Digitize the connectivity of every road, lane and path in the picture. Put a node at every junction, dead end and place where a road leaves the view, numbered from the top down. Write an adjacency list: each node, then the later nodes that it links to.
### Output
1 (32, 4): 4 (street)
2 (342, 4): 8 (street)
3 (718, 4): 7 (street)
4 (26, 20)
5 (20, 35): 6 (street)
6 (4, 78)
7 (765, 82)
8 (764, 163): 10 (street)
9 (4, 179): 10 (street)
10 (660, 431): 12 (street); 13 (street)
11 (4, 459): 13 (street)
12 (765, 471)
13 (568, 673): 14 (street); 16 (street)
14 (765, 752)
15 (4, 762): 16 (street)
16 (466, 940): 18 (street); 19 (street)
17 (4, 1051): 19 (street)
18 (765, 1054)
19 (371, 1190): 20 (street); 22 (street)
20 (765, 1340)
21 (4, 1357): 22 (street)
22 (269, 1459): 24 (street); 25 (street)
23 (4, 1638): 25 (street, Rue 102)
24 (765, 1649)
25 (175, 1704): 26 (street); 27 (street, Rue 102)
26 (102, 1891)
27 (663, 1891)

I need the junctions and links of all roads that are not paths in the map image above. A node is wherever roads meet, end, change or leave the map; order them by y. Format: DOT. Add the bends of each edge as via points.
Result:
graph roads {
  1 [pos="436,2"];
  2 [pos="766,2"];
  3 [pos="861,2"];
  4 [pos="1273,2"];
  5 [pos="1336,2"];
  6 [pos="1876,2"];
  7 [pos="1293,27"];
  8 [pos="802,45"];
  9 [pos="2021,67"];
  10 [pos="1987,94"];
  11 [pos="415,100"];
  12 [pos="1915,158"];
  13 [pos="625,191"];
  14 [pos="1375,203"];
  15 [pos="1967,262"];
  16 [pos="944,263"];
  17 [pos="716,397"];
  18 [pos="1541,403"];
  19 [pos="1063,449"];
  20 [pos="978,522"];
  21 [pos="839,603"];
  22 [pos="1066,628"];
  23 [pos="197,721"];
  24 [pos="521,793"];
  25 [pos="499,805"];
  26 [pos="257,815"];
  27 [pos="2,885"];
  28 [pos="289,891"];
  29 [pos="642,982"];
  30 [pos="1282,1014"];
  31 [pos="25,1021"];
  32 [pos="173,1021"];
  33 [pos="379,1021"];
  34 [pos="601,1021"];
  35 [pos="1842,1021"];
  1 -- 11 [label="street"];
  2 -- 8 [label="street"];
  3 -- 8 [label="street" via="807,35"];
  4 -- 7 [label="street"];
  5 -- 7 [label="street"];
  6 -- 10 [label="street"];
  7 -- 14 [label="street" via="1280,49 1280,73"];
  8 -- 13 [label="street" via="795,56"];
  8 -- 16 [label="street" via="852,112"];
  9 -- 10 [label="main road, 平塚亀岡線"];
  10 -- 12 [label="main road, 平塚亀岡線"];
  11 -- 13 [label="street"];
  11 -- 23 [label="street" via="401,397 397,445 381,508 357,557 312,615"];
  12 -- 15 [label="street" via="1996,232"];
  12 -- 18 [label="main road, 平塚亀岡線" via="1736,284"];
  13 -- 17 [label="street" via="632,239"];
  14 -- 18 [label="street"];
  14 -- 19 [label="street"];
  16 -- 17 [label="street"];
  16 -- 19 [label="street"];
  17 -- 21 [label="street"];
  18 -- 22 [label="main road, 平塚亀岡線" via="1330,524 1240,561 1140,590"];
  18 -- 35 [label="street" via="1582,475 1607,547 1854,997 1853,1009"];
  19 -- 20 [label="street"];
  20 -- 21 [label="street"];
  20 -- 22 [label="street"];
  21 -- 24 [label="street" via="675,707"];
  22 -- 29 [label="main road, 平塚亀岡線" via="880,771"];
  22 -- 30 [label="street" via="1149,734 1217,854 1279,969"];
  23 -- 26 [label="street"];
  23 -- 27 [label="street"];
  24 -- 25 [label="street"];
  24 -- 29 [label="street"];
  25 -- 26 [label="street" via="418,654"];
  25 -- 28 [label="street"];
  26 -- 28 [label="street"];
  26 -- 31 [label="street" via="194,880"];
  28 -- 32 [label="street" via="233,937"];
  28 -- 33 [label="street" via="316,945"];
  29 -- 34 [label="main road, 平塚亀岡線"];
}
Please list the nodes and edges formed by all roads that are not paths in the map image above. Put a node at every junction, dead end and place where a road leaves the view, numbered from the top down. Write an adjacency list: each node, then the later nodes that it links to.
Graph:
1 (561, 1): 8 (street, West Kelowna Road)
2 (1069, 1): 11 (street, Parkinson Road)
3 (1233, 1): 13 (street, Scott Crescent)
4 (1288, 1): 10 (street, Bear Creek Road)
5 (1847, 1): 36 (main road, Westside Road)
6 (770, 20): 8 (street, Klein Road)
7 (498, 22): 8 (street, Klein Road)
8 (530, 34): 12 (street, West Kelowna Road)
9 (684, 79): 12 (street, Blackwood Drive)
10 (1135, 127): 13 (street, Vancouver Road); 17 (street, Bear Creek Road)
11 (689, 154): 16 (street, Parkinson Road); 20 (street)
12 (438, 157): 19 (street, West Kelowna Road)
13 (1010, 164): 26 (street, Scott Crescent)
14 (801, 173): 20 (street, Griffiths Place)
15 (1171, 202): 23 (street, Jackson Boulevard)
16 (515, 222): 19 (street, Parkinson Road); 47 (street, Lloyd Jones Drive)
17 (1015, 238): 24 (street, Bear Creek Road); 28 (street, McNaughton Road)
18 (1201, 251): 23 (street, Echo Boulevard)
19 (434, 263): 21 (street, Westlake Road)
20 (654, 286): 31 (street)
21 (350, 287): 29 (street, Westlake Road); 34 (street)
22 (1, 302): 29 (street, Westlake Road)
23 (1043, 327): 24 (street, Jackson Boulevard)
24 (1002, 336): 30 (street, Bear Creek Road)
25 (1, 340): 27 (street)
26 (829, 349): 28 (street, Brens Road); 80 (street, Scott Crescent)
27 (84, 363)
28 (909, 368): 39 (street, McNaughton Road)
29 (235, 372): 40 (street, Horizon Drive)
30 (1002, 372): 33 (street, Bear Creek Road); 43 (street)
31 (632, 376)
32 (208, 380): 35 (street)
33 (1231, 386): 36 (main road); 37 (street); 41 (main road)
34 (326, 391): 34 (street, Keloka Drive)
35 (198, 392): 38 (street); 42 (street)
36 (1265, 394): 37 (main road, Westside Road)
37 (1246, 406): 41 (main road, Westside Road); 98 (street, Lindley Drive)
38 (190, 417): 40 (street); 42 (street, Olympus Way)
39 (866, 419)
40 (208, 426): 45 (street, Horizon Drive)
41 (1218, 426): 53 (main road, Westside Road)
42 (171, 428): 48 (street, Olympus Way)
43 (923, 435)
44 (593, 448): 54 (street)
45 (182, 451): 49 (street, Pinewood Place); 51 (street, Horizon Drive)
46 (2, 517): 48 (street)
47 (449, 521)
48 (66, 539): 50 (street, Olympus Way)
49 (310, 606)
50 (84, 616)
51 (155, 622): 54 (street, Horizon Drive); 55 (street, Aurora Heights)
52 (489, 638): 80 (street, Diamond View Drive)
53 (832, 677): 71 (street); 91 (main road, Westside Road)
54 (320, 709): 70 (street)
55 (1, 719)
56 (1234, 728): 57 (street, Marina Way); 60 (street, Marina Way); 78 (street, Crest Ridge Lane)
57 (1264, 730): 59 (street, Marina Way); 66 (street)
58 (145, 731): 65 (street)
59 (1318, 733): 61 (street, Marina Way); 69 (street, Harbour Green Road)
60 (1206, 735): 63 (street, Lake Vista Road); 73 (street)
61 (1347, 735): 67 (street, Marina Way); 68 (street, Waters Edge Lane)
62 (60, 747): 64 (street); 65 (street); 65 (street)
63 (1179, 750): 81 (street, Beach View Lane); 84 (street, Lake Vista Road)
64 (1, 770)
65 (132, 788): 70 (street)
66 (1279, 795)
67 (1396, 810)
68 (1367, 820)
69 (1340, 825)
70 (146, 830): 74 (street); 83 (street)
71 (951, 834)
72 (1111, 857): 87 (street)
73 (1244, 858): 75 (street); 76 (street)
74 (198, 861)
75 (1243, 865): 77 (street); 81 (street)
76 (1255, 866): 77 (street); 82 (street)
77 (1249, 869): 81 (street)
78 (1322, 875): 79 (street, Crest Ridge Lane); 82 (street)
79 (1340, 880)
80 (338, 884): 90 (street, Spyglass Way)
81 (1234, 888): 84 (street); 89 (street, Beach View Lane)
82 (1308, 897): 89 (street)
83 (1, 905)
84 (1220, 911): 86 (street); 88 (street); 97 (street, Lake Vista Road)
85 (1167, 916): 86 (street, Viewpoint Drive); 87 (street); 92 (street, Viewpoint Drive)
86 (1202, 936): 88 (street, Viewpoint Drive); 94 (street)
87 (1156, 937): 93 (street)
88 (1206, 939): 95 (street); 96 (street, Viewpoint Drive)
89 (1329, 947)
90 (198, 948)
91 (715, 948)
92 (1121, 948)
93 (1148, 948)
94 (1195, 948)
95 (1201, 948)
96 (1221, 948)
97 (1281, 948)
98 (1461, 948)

> Exercise requirements
Every line above that holds the string "image" should be returned.

> Finished exercise
I need the junctions and links of all roads that are not paths in the map image above. A node is wherever roads meet, end, change or leave the map; order them by y. Format: DOT. Add the bends of each edge as via points.
Please list the nodes and edges formed by all roads that are not paths in the map image above. Put a node at every junction, dead end and place where a road leaves the view, numbered from the top down. Write an adjacency list: each node, then the later nodes that it links to.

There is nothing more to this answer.